Rassemblés dans une vitrine, on trouvera une collection précieuse de sceaux et de bulles de l'Orient latin, parmi lesquels relevons le sceau de Baudoin Ier, roi de Jérusalem, ou celui de Bohémond III, prince d'Antioche de 1163 à 1201.

Un monument insigne de la glyptique a pu être retenu, au passage de l'occasion, quand il est apparu sur le marché. Il s'agit d'un grand camée rond de sardonyx qui nous offre un très délicat portrait d'Octavie, la sœur d'Auguste, au moment de son mariage avec Marc Antoine, en 39 av. J.-C.

Dans une haute vitrine verticale ont été rassemblés des objets disparates, certes, mais qui attestent que le Cabinet des médailles n'a rien perdu du caractère universel que lui ont donné ses fondateurs, et les mécènes à qui il a dû son prestige au cours des siècles. C'est ainsi qu'on y trouvera un clou de fondation en terre cuite de Goudéa datant du IIIe millénaire av. J.-C., une urne funéraire en marbre, affectant la forme d'un petit temple, et portant une inscription romaine, un manche de couteau mithriaque en bronze, trouvé dans les environs de Narbonne, des bijoux d'or de style gréco-asiatique, un miroir urtukide en bronze, du XIIe siècle ap.

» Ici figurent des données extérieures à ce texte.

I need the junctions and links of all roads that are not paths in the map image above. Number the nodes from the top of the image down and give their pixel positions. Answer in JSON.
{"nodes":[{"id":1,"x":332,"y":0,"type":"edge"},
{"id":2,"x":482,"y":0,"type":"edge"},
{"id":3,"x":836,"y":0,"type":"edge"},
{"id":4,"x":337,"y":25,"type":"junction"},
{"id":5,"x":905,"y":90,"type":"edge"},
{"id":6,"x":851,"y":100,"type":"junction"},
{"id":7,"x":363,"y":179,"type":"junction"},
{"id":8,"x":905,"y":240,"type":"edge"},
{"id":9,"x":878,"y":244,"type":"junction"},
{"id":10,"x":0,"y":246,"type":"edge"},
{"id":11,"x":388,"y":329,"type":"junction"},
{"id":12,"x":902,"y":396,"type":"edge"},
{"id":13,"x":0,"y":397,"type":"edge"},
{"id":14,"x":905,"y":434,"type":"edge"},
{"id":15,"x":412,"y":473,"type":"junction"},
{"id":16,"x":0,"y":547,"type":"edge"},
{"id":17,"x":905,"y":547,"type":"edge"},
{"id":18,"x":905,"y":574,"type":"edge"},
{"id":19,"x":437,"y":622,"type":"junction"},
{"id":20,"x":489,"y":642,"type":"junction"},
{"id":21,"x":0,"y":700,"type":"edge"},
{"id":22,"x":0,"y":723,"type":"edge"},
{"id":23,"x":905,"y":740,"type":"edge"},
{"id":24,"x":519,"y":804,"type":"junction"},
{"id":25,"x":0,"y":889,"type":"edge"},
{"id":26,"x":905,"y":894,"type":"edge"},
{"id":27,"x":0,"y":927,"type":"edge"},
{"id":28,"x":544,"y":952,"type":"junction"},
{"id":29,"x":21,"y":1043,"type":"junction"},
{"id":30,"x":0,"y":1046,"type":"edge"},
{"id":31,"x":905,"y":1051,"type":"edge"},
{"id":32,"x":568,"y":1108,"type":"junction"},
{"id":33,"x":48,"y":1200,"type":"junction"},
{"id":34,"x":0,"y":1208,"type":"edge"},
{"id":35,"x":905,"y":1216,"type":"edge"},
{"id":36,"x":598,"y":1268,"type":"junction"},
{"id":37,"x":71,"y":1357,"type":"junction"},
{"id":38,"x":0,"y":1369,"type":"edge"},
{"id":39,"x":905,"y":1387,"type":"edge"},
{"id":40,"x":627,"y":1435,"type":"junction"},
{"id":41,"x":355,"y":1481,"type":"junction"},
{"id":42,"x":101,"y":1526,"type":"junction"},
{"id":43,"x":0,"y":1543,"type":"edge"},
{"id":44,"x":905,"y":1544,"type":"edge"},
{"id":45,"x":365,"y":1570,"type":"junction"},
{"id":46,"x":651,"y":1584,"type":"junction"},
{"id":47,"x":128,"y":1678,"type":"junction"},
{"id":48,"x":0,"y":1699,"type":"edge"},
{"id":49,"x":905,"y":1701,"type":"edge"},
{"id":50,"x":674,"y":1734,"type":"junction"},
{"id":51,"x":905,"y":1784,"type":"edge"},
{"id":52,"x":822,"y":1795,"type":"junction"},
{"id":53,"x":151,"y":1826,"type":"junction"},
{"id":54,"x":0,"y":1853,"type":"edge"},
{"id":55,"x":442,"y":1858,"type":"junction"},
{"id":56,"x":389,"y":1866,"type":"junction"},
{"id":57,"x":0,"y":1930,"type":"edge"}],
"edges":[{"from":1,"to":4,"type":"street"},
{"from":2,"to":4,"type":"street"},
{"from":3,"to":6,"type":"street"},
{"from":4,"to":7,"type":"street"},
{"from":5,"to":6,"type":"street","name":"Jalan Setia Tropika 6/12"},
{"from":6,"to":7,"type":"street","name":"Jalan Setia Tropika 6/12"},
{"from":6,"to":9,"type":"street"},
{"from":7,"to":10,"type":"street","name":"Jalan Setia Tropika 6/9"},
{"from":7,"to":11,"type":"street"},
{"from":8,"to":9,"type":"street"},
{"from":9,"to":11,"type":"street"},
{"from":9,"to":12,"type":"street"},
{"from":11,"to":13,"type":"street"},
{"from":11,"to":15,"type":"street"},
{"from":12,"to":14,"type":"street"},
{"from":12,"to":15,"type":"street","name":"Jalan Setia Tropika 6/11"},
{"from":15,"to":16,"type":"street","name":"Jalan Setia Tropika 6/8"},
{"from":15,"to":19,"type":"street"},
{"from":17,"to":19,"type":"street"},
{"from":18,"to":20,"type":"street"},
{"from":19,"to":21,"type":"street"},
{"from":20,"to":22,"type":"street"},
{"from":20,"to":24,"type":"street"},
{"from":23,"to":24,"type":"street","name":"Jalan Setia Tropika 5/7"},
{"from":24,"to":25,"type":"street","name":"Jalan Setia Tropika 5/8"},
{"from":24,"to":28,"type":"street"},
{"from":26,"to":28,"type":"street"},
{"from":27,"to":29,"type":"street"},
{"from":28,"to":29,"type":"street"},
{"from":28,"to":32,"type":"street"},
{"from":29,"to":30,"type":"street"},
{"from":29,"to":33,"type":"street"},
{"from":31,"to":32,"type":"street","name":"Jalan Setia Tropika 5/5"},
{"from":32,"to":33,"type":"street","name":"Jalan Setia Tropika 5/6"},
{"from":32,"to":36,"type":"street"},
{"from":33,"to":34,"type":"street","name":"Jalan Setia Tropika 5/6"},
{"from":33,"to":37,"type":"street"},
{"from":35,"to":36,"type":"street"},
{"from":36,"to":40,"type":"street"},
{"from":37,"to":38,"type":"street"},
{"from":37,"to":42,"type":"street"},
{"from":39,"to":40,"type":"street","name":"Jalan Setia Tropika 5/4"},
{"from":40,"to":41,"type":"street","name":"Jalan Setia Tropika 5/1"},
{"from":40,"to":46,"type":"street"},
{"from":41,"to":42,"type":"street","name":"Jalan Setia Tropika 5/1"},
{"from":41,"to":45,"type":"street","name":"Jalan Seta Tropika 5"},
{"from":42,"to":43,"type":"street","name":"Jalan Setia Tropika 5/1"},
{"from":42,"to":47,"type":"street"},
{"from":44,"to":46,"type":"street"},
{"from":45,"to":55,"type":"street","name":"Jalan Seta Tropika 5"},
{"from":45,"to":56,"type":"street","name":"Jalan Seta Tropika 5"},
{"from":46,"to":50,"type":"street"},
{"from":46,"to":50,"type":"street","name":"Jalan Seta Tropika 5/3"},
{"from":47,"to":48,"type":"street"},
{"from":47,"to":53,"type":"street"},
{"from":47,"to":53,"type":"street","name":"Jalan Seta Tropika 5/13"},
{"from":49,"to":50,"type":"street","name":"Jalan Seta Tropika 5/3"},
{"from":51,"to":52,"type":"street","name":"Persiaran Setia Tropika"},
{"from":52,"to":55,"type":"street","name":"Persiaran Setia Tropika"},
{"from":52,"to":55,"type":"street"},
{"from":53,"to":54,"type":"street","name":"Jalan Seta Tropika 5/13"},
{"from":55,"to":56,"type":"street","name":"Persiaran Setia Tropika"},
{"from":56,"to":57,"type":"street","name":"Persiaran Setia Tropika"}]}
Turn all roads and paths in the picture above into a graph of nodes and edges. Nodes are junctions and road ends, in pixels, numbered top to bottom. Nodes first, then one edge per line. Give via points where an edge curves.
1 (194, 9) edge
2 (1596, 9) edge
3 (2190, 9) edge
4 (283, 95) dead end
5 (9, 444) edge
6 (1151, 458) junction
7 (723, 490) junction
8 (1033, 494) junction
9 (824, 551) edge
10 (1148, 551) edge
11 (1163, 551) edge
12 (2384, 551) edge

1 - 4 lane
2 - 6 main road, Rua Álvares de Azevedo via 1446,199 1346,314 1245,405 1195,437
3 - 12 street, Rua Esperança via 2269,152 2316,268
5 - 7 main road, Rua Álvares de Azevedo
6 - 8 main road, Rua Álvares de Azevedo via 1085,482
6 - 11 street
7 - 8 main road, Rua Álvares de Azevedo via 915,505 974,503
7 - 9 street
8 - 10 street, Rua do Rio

J.-C.

Une petite tête en marbre, représentant sans doute quelque philosophe de l'époque d'Adrien, nous pose l'énigme de son expression sceptique et méditative; c'est là un portrait rare par la finesse du modelé plastique.

En dernier lieu nous nous attarderons sur les objets légués par le connaisseur raffiné que fut M. Guérin. On peut dire que tous les styles et toutes les époques y sont représentés : fragment de céramique grecque du ve siècle, figurine égyptienne en ivoire, de l'époque pré-dynastique, petits bronzes qui évoquent l'art animalier des steppes. Au centre une charmante statuette de bronze d'époque hellénistique, de dimensions bien exiguës, mais toutefois monumentales.

Le bas de la vitrine est occupé par deux dessins choisis parmi les projets de médailles d'Augustin Dupré.

  1. (retour)↑  Enrichissements de la Bibliothèque nationale de 1945 à 1960. Dons et acquisitions [Préf. de Julien Cain]. - Paris, impr. Tournon, 1960. - 21 cm., XII-232 p., XXIV pl., couv. ill.